I don't know what the weather is doing where you live, but here in Ohio it's legitimate autumn. As in Blue sky with intermittent gusts of rain, showers of yellow leaves, crisp days and frigid nights autumn. I should be enjoying the beauty, out scuffing the sidewalks in boots, drinking coffee and hanging around downtown. But I'm cold and a little sick these days. I've had some kind of weirdo stomach virus for the past couple days--the kind that feels like a clenched fist in your abdomen, so that you like awake, aching & nauseous, rather than getting truly sick and relieving yourself. But it's already going away, I think, and it's interesting that it didn't hit me until I was done with my 10-hour training day on Thursday. My body is usually courteous enough to wait for down time before getting sick. It must have known I don't have to go back in until Tuesday, so it was a good time to hop on a mild case of the plague. *thumbs up*
It didn't even occur to me to connect this illness with Stress until last night, when my dad mentioned that he had never started a new job without getting sick. Then my friend J said, "Oh, well you might be run down from working hard and worrying." That's probably true. But it was almost worth it, because today my brother made me matzoh ball soup. <3 And tonight I'm staying in to babysit Jack, my beautiful nephew; so I have a built-in excuse to cuddle up beneath a blanket and read all night rather than straightening my goddamn hair, putting on heels, and going out to spend money I should be saving for an apartment of my own. O paycheck, where art thou.

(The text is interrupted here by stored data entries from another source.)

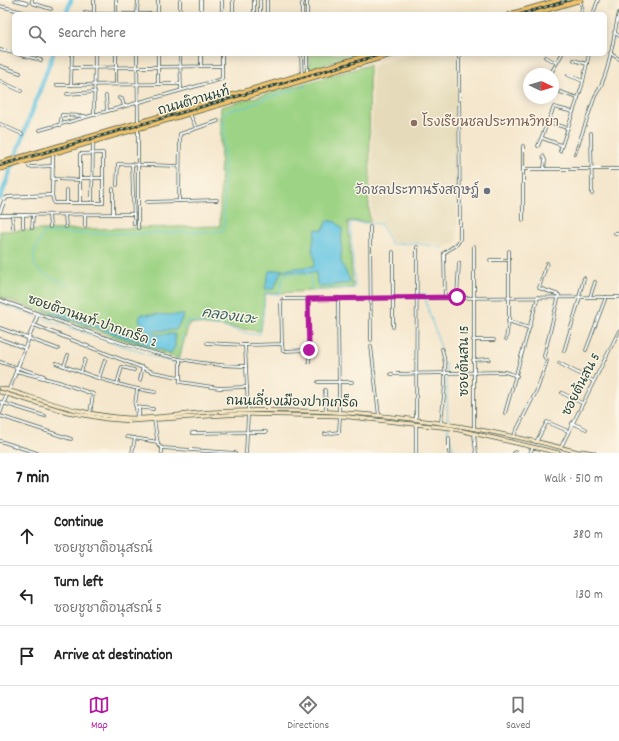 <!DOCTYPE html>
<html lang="en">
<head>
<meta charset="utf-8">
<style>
	body { margin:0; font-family:Dekko,"Playpen Sans Thai",sans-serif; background:#f2f2f2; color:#222 }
	.compass { position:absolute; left:523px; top:68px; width:36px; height:36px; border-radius:50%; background:#fff; box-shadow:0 2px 10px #0003; rotate:94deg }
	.stop { position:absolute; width:12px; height:12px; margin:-9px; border:3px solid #b5179e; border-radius:50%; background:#fff }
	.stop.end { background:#b5179e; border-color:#fff; box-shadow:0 1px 4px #0008 }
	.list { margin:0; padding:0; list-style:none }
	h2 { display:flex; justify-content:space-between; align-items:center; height:52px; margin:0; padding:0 16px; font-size:17px }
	h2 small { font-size:13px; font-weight:400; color:#767676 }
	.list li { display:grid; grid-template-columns:26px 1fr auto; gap:12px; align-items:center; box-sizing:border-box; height:60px; padding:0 16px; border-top:1px solid #e0e0e0 }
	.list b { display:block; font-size:15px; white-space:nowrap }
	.list p { margin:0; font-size:13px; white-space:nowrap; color:#767676 }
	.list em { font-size:13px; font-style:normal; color:#767676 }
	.icon { flex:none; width:22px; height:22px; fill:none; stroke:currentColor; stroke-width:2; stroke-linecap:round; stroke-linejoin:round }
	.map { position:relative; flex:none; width:619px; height:453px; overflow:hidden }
	.search { position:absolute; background:#fff; box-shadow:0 2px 10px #0003; left:12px; right:12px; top:12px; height:44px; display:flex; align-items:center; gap:10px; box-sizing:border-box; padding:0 14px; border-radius:6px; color:#767676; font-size:15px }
	.sheet { height:232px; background:#fff }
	nav { display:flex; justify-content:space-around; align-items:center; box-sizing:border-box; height:56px; border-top:1px solid #e0e0e0; background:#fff; font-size:11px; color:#767676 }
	nav a { display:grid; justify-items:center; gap:2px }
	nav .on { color:#b5179e }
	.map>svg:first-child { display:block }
</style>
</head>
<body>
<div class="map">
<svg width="619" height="453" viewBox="0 0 619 453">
	<rect width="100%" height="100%" fill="#fcf5e5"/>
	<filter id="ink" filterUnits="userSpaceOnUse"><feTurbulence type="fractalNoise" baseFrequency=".025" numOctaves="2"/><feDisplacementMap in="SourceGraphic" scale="8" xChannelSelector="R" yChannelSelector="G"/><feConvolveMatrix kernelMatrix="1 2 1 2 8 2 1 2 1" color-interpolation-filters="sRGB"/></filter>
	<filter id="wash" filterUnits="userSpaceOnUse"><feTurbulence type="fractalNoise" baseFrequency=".012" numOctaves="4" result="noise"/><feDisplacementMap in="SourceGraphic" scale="16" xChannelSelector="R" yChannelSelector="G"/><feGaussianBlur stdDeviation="0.9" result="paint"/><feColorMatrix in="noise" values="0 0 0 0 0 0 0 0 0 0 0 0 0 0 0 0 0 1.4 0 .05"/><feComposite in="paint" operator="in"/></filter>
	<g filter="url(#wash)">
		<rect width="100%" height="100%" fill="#f5e7cd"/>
		<g fill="#e5dbba">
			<polygon points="608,0 618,0 615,15 606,12"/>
			<polygon points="412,54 457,54 457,239 454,244 444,247 423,242 391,242 384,227 372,222 372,66"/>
		</g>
		<g fill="#9dd384" stroke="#5e885c">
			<polygon points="309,54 359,54 309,69"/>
			<polygon points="369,65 370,180 368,191 370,222 348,221 353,288 265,294 261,331 189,323 179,359 0,297 0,231 220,226 221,107"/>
		</g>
		<g fill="#65c6e3" stroke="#42828c">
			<polygon points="327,220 336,222 342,228 341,262 350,280 350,283 320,287 317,284 316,273 281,271 274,289 265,289 269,271 314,266 315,260 312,249 316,229 323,230"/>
			<polygon points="44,310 59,312 146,342 149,332 142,327 139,318 142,314 184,315 176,330 153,331 154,334 175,334 175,347 171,353"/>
		</g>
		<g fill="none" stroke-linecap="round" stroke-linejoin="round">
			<g stroke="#65c6e3" stroke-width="1">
				<path d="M 69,285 C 39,272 22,269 44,233 L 128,234 L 222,231 L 224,229 L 224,113 L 232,109 L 248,107 L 260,100 L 306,86"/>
				<polyline points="418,294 426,294 426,303 441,348"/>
				<polyline points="0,304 36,316"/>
				<polyline points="39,317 161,359 177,363 186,321 219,326 251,334 260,334 266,292 279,295 283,274 311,275 311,290 355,288 350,222 381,224 391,244 416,243 443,248"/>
				<polyline points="446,363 448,433 455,453"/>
			</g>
			<g stroke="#65c6e3" stroke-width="4.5">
				<polyline points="66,14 71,0"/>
				<polyline points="0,199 53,54"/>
			</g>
		</g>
	</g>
	<g filter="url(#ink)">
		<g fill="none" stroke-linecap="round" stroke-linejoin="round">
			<defs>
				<g id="minor">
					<polyline points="15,0 27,3"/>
					<polyline points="32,0 32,3 51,9"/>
					<polyline points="254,0 254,14"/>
					<polyline points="260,0 260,14"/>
					<polyline points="307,0 307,14"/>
					<polyline points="580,1 582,7 581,14"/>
					<polyline points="0,6 31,14"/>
					<polyline points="85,12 94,13"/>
					<polyline points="94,14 222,14"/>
					<polyline points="94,14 94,0"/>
					<polyline points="116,14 116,0"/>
					<polyline points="137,14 138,0"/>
					<polyline points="158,14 158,0"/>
					<polyline points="180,14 180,0"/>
					<polyline points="201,14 201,0"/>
					<polyline points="222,14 222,0"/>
					<polyline points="233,14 233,0"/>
					<polyline points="267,14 267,0"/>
					<polyline points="302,14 302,4 305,0"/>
					<polyline points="593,14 598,0"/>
					<polyline points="614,32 619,36"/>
					<polyline points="0,50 14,53"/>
					<polyline points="610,53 619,59"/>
					<polyline points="17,54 41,60"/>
					<polyline points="137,54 138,122"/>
					<polyline points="180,54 181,90"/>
					<polyline points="301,54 302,80"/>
					<polyline points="307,54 307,79"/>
					<polyline points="545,57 557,63"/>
					<polyline points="574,60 587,64"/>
					<polyline points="0,66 20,73"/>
					<polyline points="201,66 201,54"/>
					<polyline points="71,68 222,66"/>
					<polyline points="551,73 562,54"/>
					<polyline points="568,75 583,81"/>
					<polyline points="0,81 21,91"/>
					<polyline points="116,84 116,54"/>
					<polyline points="158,84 158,54"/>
					<polyline points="57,85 180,84"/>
					<polyline points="71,85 72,54"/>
					<polyline points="560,92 578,98"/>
					<polyline points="67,94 95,92"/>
					<polyline points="106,96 107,111"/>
					<polyline points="119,98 122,99 124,106"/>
					<polyline points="190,114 196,128"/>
					<polyline points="94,115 95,54"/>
					<polyline points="548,122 567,128"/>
					<polyline points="0,124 22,134"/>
					<polyline points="60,125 62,115 85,116"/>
					<polyline points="40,130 222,79 222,54"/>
					<polyline points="591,133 592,194"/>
					<polyline points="542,138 561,145"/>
					<polyline points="538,146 554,107 573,112"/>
					<polyline points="560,151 582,86 589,54"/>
					<path d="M 575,154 L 595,96 C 611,72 612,40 619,13"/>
					<polyline points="543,156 545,160 544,169"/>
					<polyline points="132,164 134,224"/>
					<polyline points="29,167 53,166"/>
					<polyline points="524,169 619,169"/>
					<polyline points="80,178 103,178"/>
					<polyline points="53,179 80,180"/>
					<polyline points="117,185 118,164 179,166"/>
					<polyline points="113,189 113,214"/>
					<path d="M 52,195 L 54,203 C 70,203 87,203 103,203 L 103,153 L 80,154 L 80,203"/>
					<polyline points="179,201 180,134 218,121"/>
					<polyline points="147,202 217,200"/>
					<polyline points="67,203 67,190"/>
					<polyline points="92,203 93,142"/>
					<polyline points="0,215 134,214"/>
					<polyline points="12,215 13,228"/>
					<polyline points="23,215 23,227"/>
					<polyline points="49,215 50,227"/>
					<polyline points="65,215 66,227"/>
					<polyline points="85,215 85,226"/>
					<polyline points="523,220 523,146"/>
					<polyline points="370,227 371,340"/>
					<polyline points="32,228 33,215"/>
					<polyline points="138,228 138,129"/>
					<polyline points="615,233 619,233"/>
					<polyline points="474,246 474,428"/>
					<polyline points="393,252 393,327"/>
					<polyline points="490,260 509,260"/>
					<polyline points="457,297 459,263"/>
					<polyline points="579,297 584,278"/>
					<polyline points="590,297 595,282"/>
					<polyline points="338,298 339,412"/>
					<polyline points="445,298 444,253 457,244 460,239 459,54"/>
					<polyline points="308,299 309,362"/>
					<path d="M 38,314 C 106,337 174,367 246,366"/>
					<polyline points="508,321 529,328"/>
					<polyline points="34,325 153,372 179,377"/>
					<polyline points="0,328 58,349"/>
					<polyline points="0,339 25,348"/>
					<polyline points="506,339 509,321 509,251"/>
					<polyline points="473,340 494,340"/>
					<polyline points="207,343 245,345 282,344 281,302 283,299 619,297"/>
					<polyline points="282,344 283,351 309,350"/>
					<polyline points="245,345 248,410"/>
					<polyline points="371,346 379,416"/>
					<polyline points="586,350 606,297"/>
					<polyline points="564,351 580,297"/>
					<polyline points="180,360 180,382 219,388 247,387"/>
					<polyline points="473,360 489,359"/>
					<polyline points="0,362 44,376"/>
					<path d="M 56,363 C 88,375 121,387 155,392"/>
					<polyline points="559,363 593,381"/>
					<polyline points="64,366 68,355"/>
					<polyline points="16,371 59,382 93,394 90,414"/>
					<polyline points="81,372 85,360"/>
					<polyline points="391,374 505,372 517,376"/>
					<polyline points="99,378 105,360"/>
					<polyline points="140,380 143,367"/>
					<polyline points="318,382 352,382"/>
					<polyline points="117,384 122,367 134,370"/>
					<polyline points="137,390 135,405 136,407 153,409"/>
					<polyline points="325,390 326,412"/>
					<polyline points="562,393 582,403"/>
					<polyline points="0,402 45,416"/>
					<polyline points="136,407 137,418"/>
					<polyline points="139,408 139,417"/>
					<polyline points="505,413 538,297"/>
					<polyline points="0,416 71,439"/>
					<polyline points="154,419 158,445 162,448 235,453"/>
					<polyline points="416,419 417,247"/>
					<path d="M 441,423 C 443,400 449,371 442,349"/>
					<polyline points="572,423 586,429"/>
					<polyline points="192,433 266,432"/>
					<polyline points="325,434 339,432 340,416"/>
					<polyline points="474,434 476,453"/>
					<polyline points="127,437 158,442"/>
					<polyline points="513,437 537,390 547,361 544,356 559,295 539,288 547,263"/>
					<polyline points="449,438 449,453"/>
					<polyline points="0,441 37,453"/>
					<polyline points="536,442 547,422 568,431"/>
					<polyline points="561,447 619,331"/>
					<polyline points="132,453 135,438"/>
					<polyline points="162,453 162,448"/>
					<polyline points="246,453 248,414"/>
					<polyline points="514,453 515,452"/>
					<polyline points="530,453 533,447"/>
				</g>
				<g id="tertiary">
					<polyline points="0,212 5,199 8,197 52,195 53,153"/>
					<polyline points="0,300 38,314 9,390"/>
					<polyline points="0,413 7,394"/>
					<polyline points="416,424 416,453"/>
				</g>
				<g id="secondary">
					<path d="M 0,388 C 43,400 84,416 129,418 C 151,419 175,415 198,413 C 233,410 268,410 304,411 C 398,413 492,429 583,453"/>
					<polyline points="0,392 67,412 106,419 131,421 241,414 340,416 450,428 559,453"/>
					<polyline points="582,451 594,453"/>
				</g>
				<g id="primary">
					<polyline points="510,14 559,0"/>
					<polyline points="533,14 581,0"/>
					<polyline points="0,163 371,54"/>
					<polyline points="0,169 394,54"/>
				</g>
			</defs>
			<use href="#minor" stroke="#3f564b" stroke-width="3.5"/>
			<use href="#tertiary" stroke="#3f564b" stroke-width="4"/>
			<use href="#secondary" stroke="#3f564b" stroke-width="4.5"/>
			<use href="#primary" stroke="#3f564b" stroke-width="5"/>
			<use href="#minor" stroke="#fff" stroke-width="2"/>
			<use href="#tertiary" stroke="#fff" stroke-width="2.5"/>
			<use href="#secondary" stroke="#fae7c3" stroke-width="3"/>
			<use href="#primary" stroke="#f2c26a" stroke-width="3.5"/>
			<defs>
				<g id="rail">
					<polyline points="521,14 570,0"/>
					<polyline points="0,165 383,54"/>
				</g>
			</defs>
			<use href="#rail" stroke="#1f3d34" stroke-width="2.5"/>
			<use href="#rail" stroke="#fcf5e5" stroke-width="1" stroke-dasharray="3" stroke-linecap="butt"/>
		</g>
	</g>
	<g fill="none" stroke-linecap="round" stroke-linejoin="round" filter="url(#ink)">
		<polyline stroke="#b5179e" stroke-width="5" points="309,350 308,299 457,297"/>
	</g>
	<circle fill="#8d6e63" stroke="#fcf5e5" stroke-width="1.5" cx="414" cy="123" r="4"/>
	<circle fill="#6b7280" stroke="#fcf5e5" stroke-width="1.5" cx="487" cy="191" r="4"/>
	<g text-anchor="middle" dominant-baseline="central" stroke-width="3" stroke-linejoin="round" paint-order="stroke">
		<g font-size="13" fill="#1f3d34" stroke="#fcf5e5">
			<text transform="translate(194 102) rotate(-16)">ถนนติวานนท์</text>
			<text transform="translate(92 322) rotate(19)">ซอยติวานนท์-ปากเกร็ด 2</text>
			<text transform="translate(465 361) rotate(-90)">ซอยต้นสน 15</text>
			<text transform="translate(582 385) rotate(-63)">ซอยต้นสน 5</text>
			<text transform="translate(292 403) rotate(1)">ถนนเลี่ยงเมืองปากเกร็ด</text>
		</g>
		<g font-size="13" fill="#785e54" stroke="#fcf5e5" text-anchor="start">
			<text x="422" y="123">โรงเรียนชลประทานวิทยา</text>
		</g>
		<g font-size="13" fill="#5b616d" stroke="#fcf5e5" text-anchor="end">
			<text x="479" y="191">วัดชลประทานรังสฤษฎ์</text>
		</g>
		<g font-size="14" font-style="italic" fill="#305f60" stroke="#fcf5e5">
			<text transform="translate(229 317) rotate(8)">คลองแวะ</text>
		</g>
	</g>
</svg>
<svg class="compass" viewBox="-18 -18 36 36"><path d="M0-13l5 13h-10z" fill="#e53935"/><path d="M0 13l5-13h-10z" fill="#767676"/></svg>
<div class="stop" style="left:457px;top:297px"></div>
<div class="stop end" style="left:309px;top:350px"></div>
<div class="search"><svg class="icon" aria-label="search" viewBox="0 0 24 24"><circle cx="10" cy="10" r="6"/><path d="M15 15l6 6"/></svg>Search here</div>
</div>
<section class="sheet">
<h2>7 min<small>Walk · 510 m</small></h2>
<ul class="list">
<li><svg class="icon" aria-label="ahead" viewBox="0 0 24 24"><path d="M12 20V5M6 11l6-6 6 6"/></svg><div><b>Continue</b><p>ซอยชูชาติอนุสรณ์</p></div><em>380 m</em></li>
<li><svg class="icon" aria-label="left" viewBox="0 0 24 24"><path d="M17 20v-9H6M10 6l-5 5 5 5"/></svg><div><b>Turn left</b><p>ซอยชูชาติอนุสรณ์ 5</p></div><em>130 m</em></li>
<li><svg class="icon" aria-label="arrive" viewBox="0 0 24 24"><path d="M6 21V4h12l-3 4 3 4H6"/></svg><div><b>Arrive at destination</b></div></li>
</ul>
</section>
<nav>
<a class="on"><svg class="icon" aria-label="map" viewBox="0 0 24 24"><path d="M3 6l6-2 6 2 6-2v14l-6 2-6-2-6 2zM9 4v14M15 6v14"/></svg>Map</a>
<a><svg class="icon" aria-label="directions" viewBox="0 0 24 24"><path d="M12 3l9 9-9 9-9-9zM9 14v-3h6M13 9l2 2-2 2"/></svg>Directions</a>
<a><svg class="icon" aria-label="saved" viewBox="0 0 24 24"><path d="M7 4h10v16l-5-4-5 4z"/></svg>Saved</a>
</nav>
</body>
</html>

I am working my ass off to finish training and get certified at Starbucks. I should be ready to work as a full barista by the end of next week, which means TIPS. So far I'm loving my store and my coworkers--a very loud, competent, and diverse bunch of people, all of whom seem very friendly and have reassured me repeatedly that No, I am not making an ass out of myself calling drink info in the wrong order. (Which I didn't know mattered, but it does.) I look good in my too-long green apron. I know the difference between drip-brewed and French-pressed coffee. I can tell my Indonesian blends from my African. I am Amy, hear me pour.
In further news, I am suddenly shy to post because I've been away for so long. There are some people I'm not even sure how to friend, or even find, because I'm out of touch with the Secret El-Jay Identification Network [SLJIN]. So bear with me and forgive me for my plebeishness, and I'll forgive you for the Jamie Foxx .jpgs that have metastasized like prostate cancer across my Friends page.